Why serialize?


Serialization produces a file that is ready for PanLem to import into the PanLex database. It also includes actions that improve the quality of the imported data.

This page provides an understanding of some non-obvious aspects of serialization. For documentation on how to perform serialization, see the pages on the serialization process and serialization scripts.

Batch importation is really serial

When you assimilate data from a source, you can add your resulting data to the database one item at a time or all at once. PanLem lets you add items one at a time with the meaning—new feature. Alternatively, it lets you submit many facts at once with the file—submit feature.
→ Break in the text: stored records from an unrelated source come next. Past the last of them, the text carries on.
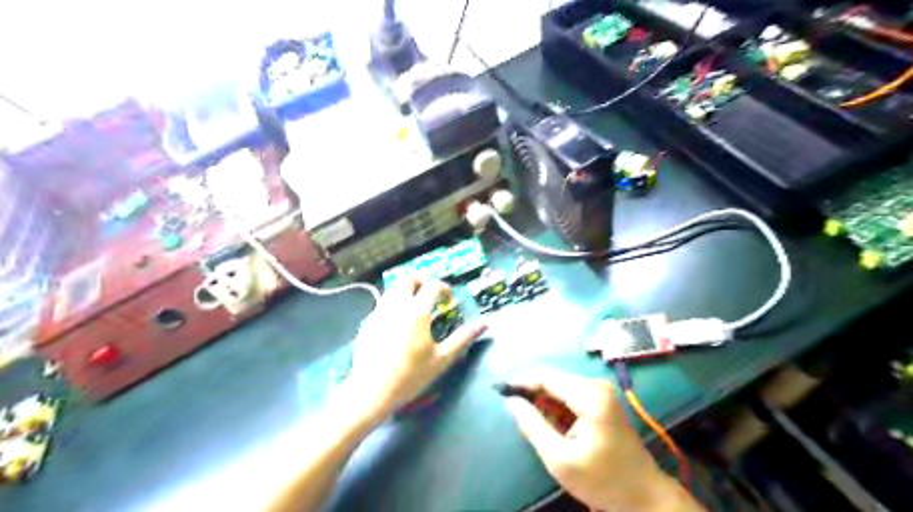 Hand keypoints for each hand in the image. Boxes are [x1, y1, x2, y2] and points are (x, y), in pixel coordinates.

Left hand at [342, 281, 484, 423]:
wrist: (371, 391)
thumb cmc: (410, 376)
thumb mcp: (442, 359)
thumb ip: (463, 338)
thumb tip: (484, 324)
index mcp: (417, 312)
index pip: (432, 286)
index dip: (444, 287)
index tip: (449, 297)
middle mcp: (396, 305)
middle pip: (408, 279)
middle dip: (421, 281)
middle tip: (430, 294)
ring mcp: (379, 312)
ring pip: (393, 288)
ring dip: (406, 290)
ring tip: (415, 306)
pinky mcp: (368, 322)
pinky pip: (383, 302)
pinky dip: (394, 303)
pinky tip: (398, 322)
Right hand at [503, 373, 687, 510]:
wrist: (644, 495)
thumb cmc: (602, 480)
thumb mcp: (560, 459)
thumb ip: (533, 426)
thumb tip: (511, 401)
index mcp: (589, 396)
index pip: (546, 377)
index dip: (521, 382)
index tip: (500, 392)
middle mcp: (596, 385)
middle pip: (553, 380)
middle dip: (532, 393)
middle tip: (515, 412)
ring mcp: (601, 392)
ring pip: (560, 387)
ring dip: (544, 402)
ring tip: (534, 424)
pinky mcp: (602, 400)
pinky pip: (570, 395)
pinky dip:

In reality, however, submitting a file “all at once” gives the file’s data to PanLem one line at a time, and PanLem checks each line as it is received. What PanLem does as it processes a line can depend on the previous lines in the same file. For example, a new expression causes PanLem to create an expression in the database, but if that same expression appears later in the file it is no longer new, so the just-created expression is used again for the new line.

In that sense, what appears to be a batch process is really a serial one. The serialization process produces a file that contains a series of items of information, permitting PanLem to check and import them one at a time.

If there is an error anywhere in a submitted file, PanLem stops and reports the error to you. If you were trying to have PanLem import the file (rather than merely check it), PanLem rolls back the importation transaction, so the previously imported items are actually not imported.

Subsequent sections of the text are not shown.